Pull every line from the records that has the word "Caledon" in it.

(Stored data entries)
- - - - -
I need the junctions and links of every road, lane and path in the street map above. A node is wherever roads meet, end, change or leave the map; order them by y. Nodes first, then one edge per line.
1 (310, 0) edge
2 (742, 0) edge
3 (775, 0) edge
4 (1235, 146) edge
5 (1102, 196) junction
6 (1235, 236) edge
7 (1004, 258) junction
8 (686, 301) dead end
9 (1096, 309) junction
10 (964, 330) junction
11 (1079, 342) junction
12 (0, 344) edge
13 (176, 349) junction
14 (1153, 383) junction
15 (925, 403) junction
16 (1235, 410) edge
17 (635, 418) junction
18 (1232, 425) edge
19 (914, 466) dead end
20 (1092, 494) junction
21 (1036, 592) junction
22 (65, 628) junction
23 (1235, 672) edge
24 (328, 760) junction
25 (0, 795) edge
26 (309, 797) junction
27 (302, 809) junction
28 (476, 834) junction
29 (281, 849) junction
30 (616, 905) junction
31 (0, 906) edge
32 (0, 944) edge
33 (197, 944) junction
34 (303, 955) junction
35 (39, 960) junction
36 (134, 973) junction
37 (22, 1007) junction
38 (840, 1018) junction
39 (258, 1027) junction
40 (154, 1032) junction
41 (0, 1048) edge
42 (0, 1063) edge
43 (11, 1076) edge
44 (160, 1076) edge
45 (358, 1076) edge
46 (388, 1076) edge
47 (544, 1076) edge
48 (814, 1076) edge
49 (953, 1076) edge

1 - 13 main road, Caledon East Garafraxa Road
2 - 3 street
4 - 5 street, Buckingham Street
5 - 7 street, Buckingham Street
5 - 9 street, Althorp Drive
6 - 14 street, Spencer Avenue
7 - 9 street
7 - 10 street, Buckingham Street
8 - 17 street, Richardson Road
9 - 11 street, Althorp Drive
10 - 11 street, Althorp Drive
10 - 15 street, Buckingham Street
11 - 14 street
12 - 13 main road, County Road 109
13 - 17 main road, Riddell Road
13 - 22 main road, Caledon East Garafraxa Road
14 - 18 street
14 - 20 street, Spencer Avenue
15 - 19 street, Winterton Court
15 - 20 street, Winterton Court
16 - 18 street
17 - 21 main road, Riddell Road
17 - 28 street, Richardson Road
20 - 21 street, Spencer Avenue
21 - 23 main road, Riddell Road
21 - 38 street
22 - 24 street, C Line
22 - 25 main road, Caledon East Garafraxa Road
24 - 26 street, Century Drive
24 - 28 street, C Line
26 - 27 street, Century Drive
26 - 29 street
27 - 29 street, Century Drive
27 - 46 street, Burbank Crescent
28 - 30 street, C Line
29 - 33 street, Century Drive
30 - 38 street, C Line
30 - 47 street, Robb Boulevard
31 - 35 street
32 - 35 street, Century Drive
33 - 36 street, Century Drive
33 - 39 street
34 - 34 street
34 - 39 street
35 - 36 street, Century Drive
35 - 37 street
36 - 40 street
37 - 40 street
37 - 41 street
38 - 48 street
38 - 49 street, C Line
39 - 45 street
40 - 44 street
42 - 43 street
- - - - -
■ RESPONSE ■
1 - 13 main road, Caledon East Garafraxa Road
13 - 22 main road, Caledon East Garafraxa Road
22 - 25 main road, Caledon East Garafraxa Road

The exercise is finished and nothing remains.